On his slow round walked the sentry, south and eastward looking forth
O’er a rude and broken coast-line, white with breakers stretching north,–
Wood and rock and gleaming sand-drift, jagged capes, with bush and tree,
Leaning inland from the smiting of the wild and gusty sea.
Before the deep-mouthed chimney, dimly lit by dying brands,
Twenty soldiers sat and waited, with their muskets in their hands;
On the rough-hewn oaken table the venison haunch was shared,
And the pewter tankard circled slowly round from beard to beard.
Long they sat and talked together,–talked of wizards Satan-sold;
Of all ghostly sights and noises,–signs and wonders manifold;
Of the spectre-ship of Salem, with the dead men in her shrouds,
Sailing sheer above the water, in the loom of morning clouds;
Of the marvellous valley hidden in the depths of Gloucester woods,
Full of plants that love the summer,–blooms of warmer latitudes;
Where the Arctic birch is braided by the tropic’s flowery vines,
And the white magnolia-blossoms star the twilight of the pines!
But their voices sank yet lower, sank to husky tones of fear,
As they spake of present tokens of the powers of evil near;
Of a spectral host, defying stroke of steel and aim of gun;
Never yet was ball to slay them in the mould of mortals run.
Thrice, with plumes and flowing scalp-locks, from the midnight wood they came,–
Thrice around the block-house marching, met, unharmed, its volleyed flame;
Then, with mocking laugh and gesture, sunk in earth or lost in air,
All the ghostly wonder vanished, and the moonlit sands lay bare.
Midnight came; from out the forest moved a dusky mass that soon
Grew to warriors, plumed and painted, grimly marching in the moon.
“Ghosts or witches,” said the captain, “thus I foil the Evil One!”
And he rammed a silver button, from his doublet, down his gun.
Once again the spectral horror moved the guarded wall about;
Once again the levelled muskets through the palisades flashed out,
With that deadly aim the squirrel on his tree-top might not shun,
Nor the beach-bird seaward flying with his slant wing to the sun.
Like the idle rain of summer sped the harmless shower of lead.
With a laugh of fierce derision, once again the phantoms fled;
Once again, without a shadow on the sands the moonlight lay,
And the white smoke curling through it drifted slowly down the bay!
“God preserve us!” said the captain; “never mortal foes were there;
They have vanished with their leader, Prince and Power of the air!
Lay aside your useless weapons; skill and prowess naught avail;
They who do the Devil’s service wear their master’s coat of mail!”
So the night grew near to cock-crow, when again a warning call
Roused the score of weary soldiers watching round the dusky hall
And they looked to flint and priming, and they longed for break of day;
But the captain closed his Bible: “Let us cease from man, and pray!”

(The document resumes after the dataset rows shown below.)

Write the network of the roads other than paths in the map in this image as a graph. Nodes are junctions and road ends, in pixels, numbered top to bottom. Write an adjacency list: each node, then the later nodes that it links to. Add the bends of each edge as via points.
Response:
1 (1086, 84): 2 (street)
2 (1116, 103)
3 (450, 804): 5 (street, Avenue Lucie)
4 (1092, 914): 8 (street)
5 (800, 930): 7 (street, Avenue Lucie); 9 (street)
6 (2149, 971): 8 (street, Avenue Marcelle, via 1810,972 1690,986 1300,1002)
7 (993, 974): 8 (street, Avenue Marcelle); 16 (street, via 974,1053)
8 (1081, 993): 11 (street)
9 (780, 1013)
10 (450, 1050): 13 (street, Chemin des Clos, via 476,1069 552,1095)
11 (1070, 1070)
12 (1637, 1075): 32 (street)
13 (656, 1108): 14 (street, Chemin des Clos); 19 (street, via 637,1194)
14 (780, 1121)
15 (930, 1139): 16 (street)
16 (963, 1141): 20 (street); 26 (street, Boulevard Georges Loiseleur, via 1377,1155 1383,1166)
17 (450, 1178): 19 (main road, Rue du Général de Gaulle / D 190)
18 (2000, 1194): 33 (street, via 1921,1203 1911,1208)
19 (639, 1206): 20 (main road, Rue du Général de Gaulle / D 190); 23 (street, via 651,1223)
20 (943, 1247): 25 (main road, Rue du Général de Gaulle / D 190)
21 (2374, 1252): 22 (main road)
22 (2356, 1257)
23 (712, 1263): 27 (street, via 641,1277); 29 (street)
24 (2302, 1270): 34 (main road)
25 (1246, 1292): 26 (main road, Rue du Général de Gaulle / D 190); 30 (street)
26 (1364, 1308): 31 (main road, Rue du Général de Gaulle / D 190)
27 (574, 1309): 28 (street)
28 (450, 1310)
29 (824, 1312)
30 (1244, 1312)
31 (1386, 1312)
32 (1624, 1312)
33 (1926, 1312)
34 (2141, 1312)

To the men who went before us, all the unseen powers seemed near,
And their steadfast strength of courage struck its roots in holy fear.

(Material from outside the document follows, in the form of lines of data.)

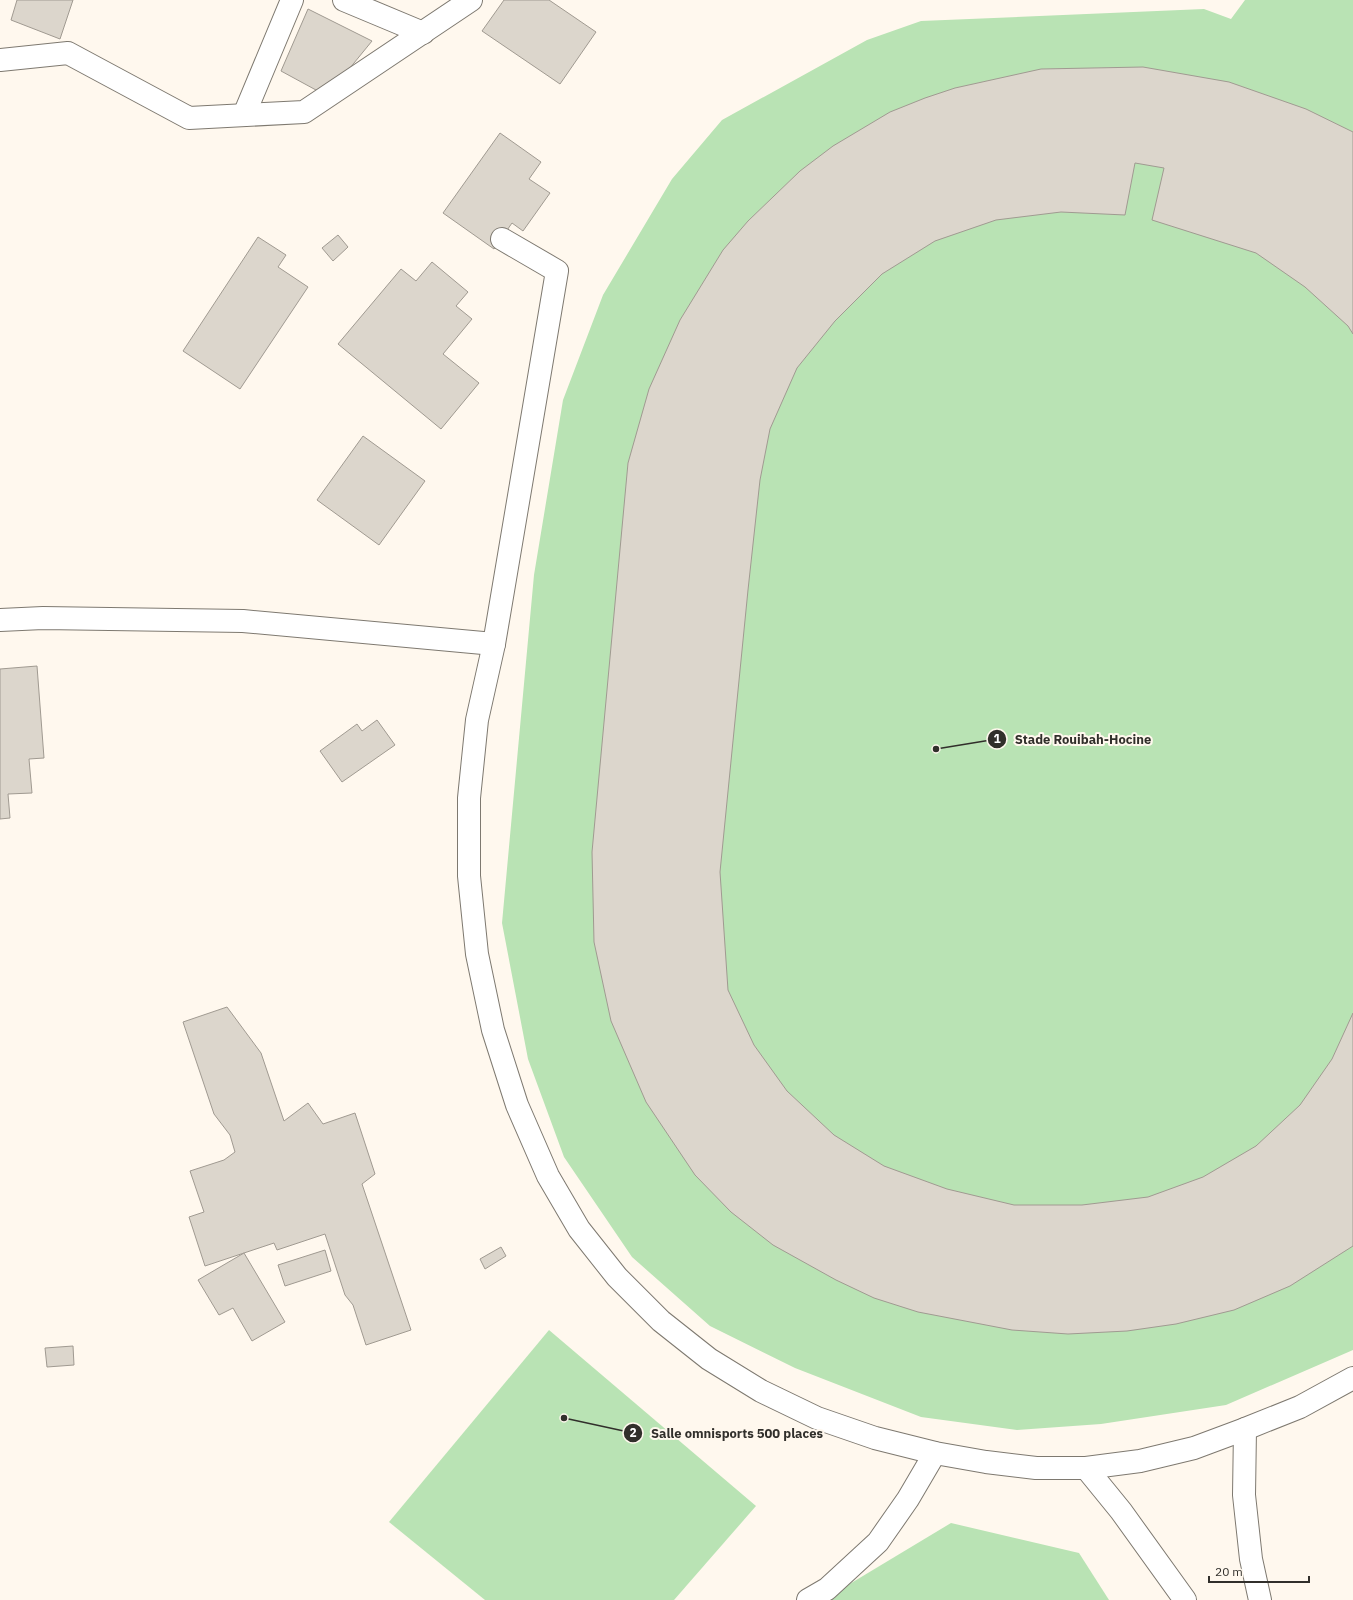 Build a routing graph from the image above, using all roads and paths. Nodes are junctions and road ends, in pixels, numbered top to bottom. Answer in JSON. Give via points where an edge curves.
{"nodes":[{"id":1,"x":292,"y":0,"type":"edge"},
{"id":2,"x":344,"y":0,"type":"edge"},
{"id":3,"x":471,"y":0,"type":"edge"},
{"id":4,"x":423,"y":33,"type":"junction"},
{"id":5,"x":0,"y":60,"type":"edge"},
{"id":6,"x":244,"y":115,"type":"junction"},
{"id":7,"x":502,"y":239,"type":"dead end"},
{"id":8,"x":0,"y":620,"type":"edge"},
{"id":9,"x":494,"y":644,"type":"junction"},
{"id":10,"x":1353,"y":1378,"type":"edge"},
{"id":11,"x":1245,"y":1429,"type":"junction"},
{"id":12,"x":935,"y":1453,"type":"junction"},
{"id":13,"x":1086,"y":1468,"type":"junction"},
{"id":14,"x":808,"y":1600,"type":"edge"},
{"id":15,"x":1185,"y":1600,"type":"edge"},
{"id":16,"x":1260,"y":1600,"type":"edge"}],
"edges":[{"from":1,"to":6,"type":"street"},
{"from":2,"to":4,"type":"street"},
{"from":3,"to":4,"type":"street"},
{"from":4,"to":6,"type":"street","via":[[304,112]]},
{"from":5,"to":6,"type":"street","via":[[68,53],[189,118]]},
{"from":7,"to":9,"type":"street","via":[[558,271]]},
{"from":8,"to":9,"type":"street","via":[[43,618],[243,621]]},
{"from":9,"to":12,"type":"street","via":[[477,720],[469,798],[469,876],[475,939],[493,1030],[517,1105],[548,1176],[579,1229],[617,1277],[661,1321],[709,1359],[761,1392],[817,1418],[875,1438]]},
{"from":10,"to":11,"type":"street","via":[[1300,1407]]},
{"from":11,"to":13,"type":"street","via":[[1194,1448],[1140,1461]]},
{"from":11,"to":16,"type":"street","via":[[1244,1495],[1251,1559]]},
{"from":12,"to":13,"type":"street","via":[[1036,1468]]},
{"from":12,"to":14,"type":"street","via":[[908,1500],[878,1542],[827,1589]]},
{"from":13,"to":15,"type":"street"}]}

Every hand forsook the musket, every head was bowed and bare,
Every stout knee pressed the flag-stones, as the captain led in prayer.
Ceased thereat the mystic marching of the spectres round the wall,
But a sound abhorred, unearthly, smote the ears and hearts of all,–
Howls of rage and shrieks of anguish! Never after mortal man
Saw the ghostly leaguers marching round the block-house of Cape Ann.

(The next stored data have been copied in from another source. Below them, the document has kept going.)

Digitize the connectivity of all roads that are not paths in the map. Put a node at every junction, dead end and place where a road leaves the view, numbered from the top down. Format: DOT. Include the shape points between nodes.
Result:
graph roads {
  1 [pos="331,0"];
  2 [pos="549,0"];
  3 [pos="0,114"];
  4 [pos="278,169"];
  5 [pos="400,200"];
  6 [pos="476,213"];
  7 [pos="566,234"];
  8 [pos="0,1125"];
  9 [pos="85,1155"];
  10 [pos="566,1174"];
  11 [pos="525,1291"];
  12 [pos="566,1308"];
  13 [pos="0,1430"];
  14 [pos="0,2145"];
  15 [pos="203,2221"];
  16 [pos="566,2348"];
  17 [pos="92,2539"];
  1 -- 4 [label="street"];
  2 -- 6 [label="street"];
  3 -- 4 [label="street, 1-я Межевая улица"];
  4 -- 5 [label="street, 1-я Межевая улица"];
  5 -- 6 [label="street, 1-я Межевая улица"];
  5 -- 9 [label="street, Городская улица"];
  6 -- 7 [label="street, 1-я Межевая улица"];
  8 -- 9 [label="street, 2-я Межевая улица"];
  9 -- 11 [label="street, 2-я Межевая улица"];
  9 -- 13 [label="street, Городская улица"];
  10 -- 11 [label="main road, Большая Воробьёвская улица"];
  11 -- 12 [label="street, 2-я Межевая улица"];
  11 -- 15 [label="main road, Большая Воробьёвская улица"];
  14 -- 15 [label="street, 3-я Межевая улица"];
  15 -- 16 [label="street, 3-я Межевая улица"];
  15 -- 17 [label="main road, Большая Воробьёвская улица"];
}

So to us who walk in summer through the cool and sea-blown town,
From the childhood of its people comes the solemn legend down.
Not in vain the ancient fiction, in whose moral lives the youth
And the fitness and the freshness of an undecaying truth.
Soon or late to all our dwellings come the spectres of the mind,
Doubts and fears and dread forebodings, in the darkness undefined;
Round us throng the grim projections of the heart and of the brain,
And our pride of strength is weakness, and the cunning hand is vain.
In the dark we cry like children; and no answer from on high
Breaks the crystal spheres of silence, and no white wings downward fly;
But the heavenly help we pray for comes to faith, and not to sight,
And our prayers themselves drive backward all the spirits of the night!